Wading Through Widowhood: Smoothing away stress

Judith Yovel Recanati estimates that 10% of Israelis suffer from PTSD as a result of war and terrorism.

Judith Yovel Recanati (photo credit: Courtesy)
Judith Yovel Recanati
(photo credit: Courtesy)
My mother brought us up on the old Yiddish philosophy: Take everyone you know, put them in a circle, wrap up each’s troubles and pile them in the middle.
Then choose whichever sack of tzuris you fancy.
“You know which one you’d take?” my wise mom would say.
“Your own! Other people are in worse situations.”
And so we learned perspective through other people’s pekelach (troubles).
If Judith Yovel Recanati and I were to pack up our troubles in an old kitbag, we’d find unwelcome commonality. Her parents, and mine, died much too young; we both lost our husbands decades too soon to cancer. Yet Recanati, beautiful, calm and a powerful force for good, has not let personal sadness slow her down.
Gracious and steadfast, she runs the Gandyr Foundation she founded with her late husband, gynecologist Israel “Rolly” Yovel, and works tirelessly to improve the lives hundreds of thousands of Israelis.
Here’s one way: The Middle East, where we hang out, is not the warmest and fuzziest spot on earth.
Bombs exploding out of the blue, drivers plowing into bus stops, lone wolves wielding knives… Israelis have a lot to contend with. On top of that, our kids spend their first years out of high school learning to fight wars, and all too often find themselves putting that dreadful knowledge into practice.
Wars and terrorism have hidden costs; post-traumatic stress disorder is one of the worst. PTSD is not hard to define, although until fairly recently it was not really acknowledged.
The average person who experiences a bombing or the horrors of war firsthand might shake, feel depressed and have trouble falling asleep; every little noise makes him jump. This acute reaction usually lasts about a month, after which most people gradually get back to normal; when symptoms persist for longer, the condition could become chronic.
The syndrome can be devastating; often victims can’t work and families may fall apart. Sometimes people huddle at home all day, unable to face the world. And while the government treats those directly involved in terrorism or war (like patients admitted to emergency wards), people who were close by, or affected in other ways, are not recognized as victims.
In the early ’90s Dr. Yossi Hadar, a psychiatrist at Bar-Ilan University, identified this gap in services.
He approached Recanati – an art therapist who was studying psychotherapy under him at the time – with the idea of establishing NATAL, the Israel Trauma Center for Victims of Terror and War. When Hadar tragically died of cancer soon afterwards, Recanati continued implementing his vision.
“We started in 1998,” she recalls, “with high hopes of healing the country.” Post-Oslo Israel was daring to hope that Rabin would finally welcome the “no more war, no more bloodshed” era Sadat and Begin had promised.

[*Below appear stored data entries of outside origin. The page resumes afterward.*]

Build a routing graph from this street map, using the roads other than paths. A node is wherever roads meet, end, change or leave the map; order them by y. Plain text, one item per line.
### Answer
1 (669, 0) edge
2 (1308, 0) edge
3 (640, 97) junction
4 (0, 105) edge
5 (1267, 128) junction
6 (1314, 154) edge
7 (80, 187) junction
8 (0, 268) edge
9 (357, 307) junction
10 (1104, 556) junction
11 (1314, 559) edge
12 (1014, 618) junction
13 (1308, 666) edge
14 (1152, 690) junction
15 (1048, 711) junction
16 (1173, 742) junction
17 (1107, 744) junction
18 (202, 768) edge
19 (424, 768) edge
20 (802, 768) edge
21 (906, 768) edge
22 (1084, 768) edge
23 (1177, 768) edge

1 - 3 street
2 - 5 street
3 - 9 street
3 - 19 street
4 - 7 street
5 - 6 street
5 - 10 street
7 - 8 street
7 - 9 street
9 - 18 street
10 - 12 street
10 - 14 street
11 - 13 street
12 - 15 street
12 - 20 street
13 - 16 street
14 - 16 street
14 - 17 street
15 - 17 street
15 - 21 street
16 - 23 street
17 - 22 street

Recanati dreamed of helping Israelis already suffering from stress, and eradicating this trauma from the country.
Today, that optimism seems utterly mad: “We thought we could cure the victims and that would be that; peace was just around the corner.”
Then the intifada broke out.
And the Second Lebanon War. And Operation Cast Lead. And the rockets on Sderot and the South. And Operation Protective Edge.
Not quite the events to pave a yellow-brick road to utopia.
Recanati reckons that 10 percent of Israelis suffer from PTSD as a result of war or terrorism. When you factor in traffic accidents, the Holocaust, abuse, neglect and other shocks to the system, this becomes one pretty crazy place; there are those who claim the entire country is post-traumatic. NATAL tackles the 600,000 to 700,000 victims of war and terror who otherwise would get no help.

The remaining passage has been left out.